Except as provided by the next sentence, no amendment, suspension or termination
of the Plan may adversely affect any then outstanding Award without the consent
of the Participant. Notwithstanding any other provision of the Plan to the
contrary, the Committee may, in its sole and absolute discretion and without the
consent of any Participant, amend the Plan or any Award Agreement, to take
effect retroactively or otherwise, as it deems necessary or advisable for the
purpose of conforming the Plan or such Award Agreement to any present or future
law, regulation or rule applicable to the Plan, including, but not limited to,
Section 409A.

                                       39


         20.      MISCELLANEOUS PROVISIONS.
                  -------------------------

                  20.1 Repurchase Rights. Shares issued under the Plan may be
subject to one or more repurchase options, or other conditions and restrictions
as determined by the Committee in its discretion at the time the Award is
granted. The Company shall have the right to assign at any time any repurchase
right it may have, whether or not such right is then exercisable, to one or more
persons as may be selected by the Company. Upon request by the Company, each
Participant shall execute any agreement evidencing such transfer restrictions
prior to the receipt of shares of Stock hereunder and shall promptly present to
the Company any and all certificates representing shares of Stock acquired
hereunder for the placement on such certificates of appropriate legends
evidencing any such transfer restrictions.

                  20.2     Forfeiture Events.

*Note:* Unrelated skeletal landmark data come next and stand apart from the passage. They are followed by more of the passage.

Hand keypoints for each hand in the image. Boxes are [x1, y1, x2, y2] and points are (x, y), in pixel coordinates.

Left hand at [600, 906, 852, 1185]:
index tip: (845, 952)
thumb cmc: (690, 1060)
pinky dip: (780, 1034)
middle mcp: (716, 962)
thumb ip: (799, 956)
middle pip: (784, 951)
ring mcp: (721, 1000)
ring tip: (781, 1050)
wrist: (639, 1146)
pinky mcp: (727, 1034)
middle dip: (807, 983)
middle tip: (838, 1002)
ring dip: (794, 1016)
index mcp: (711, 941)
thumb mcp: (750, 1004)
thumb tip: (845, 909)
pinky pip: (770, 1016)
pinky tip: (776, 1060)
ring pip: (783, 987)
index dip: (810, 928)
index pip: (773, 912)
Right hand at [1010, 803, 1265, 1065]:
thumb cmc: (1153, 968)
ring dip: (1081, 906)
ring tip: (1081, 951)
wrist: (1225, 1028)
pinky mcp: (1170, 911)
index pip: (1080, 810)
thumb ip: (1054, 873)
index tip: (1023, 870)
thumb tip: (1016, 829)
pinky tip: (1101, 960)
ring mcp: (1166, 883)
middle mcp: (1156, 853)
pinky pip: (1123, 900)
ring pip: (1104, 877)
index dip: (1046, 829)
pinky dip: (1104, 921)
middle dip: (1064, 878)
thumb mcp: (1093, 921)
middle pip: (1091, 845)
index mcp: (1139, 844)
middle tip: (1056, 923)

                    (a) The Committee may specify in an Award Agreement that the
Participant's rights, payments, and benefits with respect to an Award shall be
subject to reduction, cancellation, forfeiture, or recoupment upon the
occurrence of specified events, in addition to any otherwise applicable vesting
or performance conditions of an Award. Such events may include, but shall not be
limited to, termination of Service for Cause or any act by a Participant,
whether before or after termination of Service, that would constitute Cause for
termination of Service.

                    (b) If the Company is required to prepare an accounting
restatement due to the material noncompliance of the Company, as a result of
misconduct, with any financial reporting requirement under the securities laws,
any Participant who knowingly or through gross negligence engaged in the
misconduct, or who knowingly or through gross negligence failed to prevent the
misconduct, and any Participant who is one of the individuals subject to
automatic forfeiture under Section 304 of the Sarbanes-Oxley Act of 2002, shall
reimburse the Company the amount of any payment in settlement of an Award earned
or accrued during the twelve- (12-) month period following the first public
issuance or filing with the United States Securities and Exchange Commission
(whichever first occurred) of the financial document embodying such financial
reporting requirement.

                  20.3 Provision of Information. Each Participant shall be given
access to information concerning the Company equivalent to that information
generally made available to the Company's common stockholders.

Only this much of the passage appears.